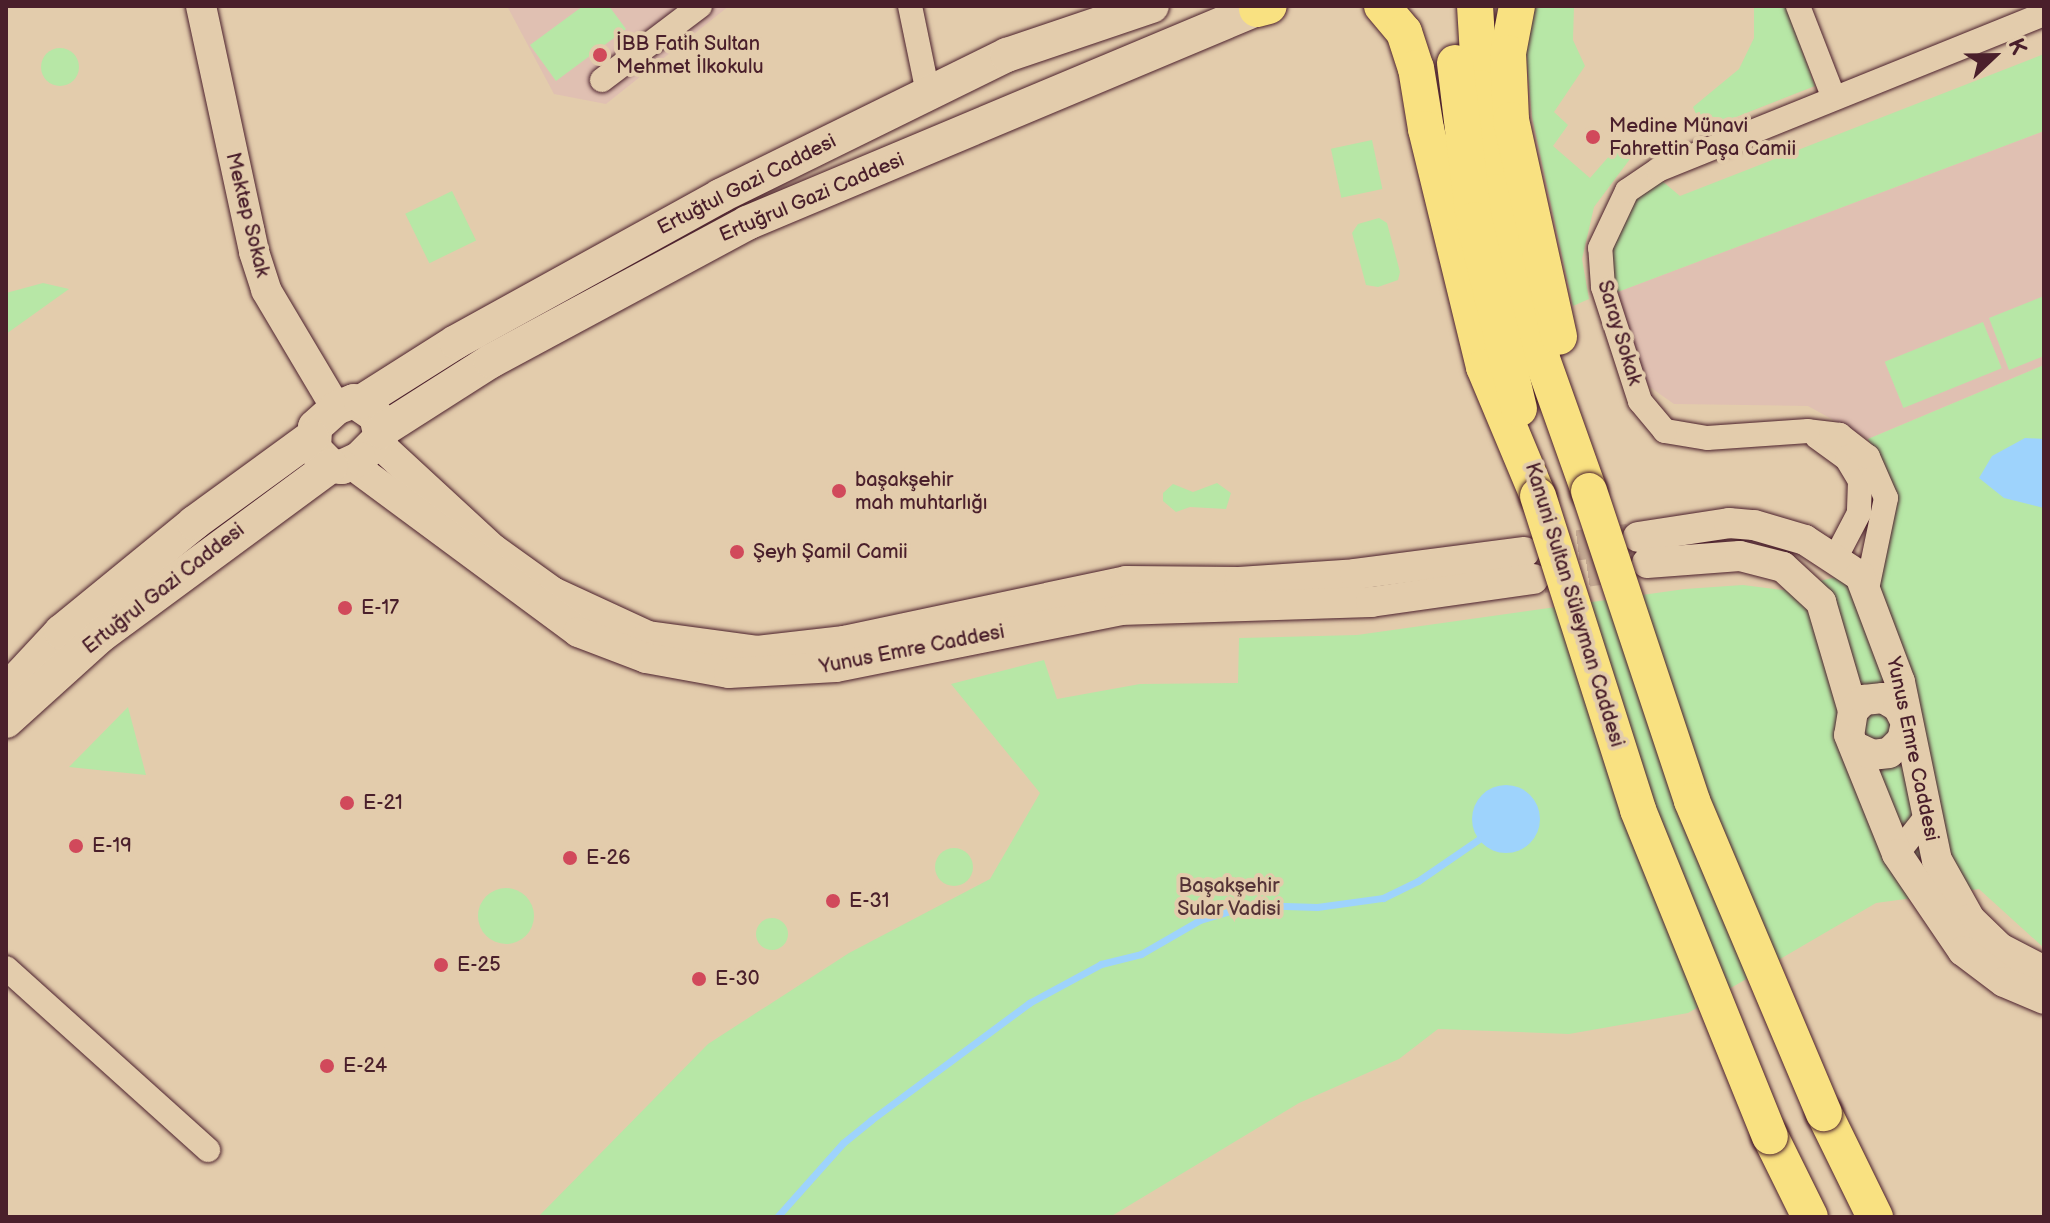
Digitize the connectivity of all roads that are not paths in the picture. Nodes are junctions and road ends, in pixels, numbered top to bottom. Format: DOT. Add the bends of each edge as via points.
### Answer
---------------
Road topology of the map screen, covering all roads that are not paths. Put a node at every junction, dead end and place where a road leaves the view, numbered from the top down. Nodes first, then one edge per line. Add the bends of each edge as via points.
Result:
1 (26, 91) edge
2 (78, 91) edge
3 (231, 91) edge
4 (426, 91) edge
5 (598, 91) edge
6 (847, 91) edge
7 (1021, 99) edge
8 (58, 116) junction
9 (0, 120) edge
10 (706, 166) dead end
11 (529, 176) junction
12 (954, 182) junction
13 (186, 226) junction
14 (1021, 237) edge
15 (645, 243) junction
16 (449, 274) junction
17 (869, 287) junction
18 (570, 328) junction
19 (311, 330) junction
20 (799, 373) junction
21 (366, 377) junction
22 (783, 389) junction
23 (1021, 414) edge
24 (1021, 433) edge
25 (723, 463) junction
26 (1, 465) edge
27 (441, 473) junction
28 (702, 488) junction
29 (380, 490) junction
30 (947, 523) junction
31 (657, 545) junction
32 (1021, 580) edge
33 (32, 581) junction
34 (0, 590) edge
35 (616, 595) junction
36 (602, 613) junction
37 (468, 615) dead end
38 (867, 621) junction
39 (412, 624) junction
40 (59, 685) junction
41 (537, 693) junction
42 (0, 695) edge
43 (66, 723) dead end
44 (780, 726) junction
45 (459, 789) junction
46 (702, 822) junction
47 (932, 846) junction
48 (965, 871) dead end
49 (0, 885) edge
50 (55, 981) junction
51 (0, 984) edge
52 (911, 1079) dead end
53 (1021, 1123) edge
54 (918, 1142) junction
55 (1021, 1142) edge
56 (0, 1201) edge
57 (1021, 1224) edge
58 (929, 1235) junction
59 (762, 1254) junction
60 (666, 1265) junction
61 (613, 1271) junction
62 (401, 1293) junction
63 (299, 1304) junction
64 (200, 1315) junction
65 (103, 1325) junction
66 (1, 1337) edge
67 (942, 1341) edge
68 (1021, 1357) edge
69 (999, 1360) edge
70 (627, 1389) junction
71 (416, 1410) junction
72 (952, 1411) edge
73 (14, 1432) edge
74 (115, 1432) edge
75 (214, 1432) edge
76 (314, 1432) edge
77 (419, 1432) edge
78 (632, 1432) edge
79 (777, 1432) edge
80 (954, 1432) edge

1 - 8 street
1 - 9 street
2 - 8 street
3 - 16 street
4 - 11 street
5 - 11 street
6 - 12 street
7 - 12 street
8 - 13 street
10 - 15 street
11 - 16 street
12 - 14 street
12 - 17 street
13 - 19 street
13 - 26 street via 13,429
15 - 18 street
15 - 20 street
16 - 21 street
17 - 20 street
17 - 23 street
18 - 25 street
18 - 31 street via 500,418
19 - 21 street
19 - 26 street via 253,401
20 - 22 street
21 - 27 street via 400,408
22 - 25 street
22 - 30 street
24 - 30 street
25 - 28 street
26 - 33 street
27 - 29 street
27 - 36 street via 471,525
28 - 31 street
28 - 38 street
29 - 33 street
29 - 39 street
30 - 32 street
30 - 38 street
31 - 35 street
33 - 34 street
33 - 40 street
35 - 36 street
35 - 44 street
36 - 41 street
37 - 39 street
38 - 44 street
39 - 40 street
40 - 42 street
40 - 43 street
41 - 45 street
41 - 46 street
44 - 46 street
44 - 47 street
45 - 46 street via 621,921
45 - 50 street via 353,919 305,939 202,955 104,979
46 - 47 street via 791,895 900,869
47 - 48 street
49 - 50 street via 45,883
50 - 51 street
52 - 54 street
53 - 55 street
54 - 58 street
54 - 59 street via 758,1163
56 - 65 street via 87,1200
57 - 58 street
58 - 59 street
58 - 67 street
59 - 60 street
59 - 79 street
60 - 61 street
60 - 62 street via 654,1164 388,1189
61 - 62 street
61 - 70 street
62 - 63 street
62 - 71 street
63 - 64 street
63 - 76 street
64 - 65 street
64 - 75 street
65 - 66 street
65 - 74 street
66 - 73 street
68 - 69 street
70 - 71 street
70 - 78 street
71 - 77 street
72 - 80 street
---------------
• [PROBLEM] Search the listing for the word "Nodes" and return each line that holds it.

• [EXERCISE RESPONSE]
Digitize the connectivity of all roads that are not paths in the picture. Nodes are junctions and road ends, in pixels, numbered top to bottom. Format: DOT. Add the bends of each edge as via points.
Road topology of the map screen, covering all roads that are not paths. Put a node at every junction, dead end and place where a road leaves the view, numbered from the top down. Nodes first, then one edge per line. Add the bends of each edge as via points.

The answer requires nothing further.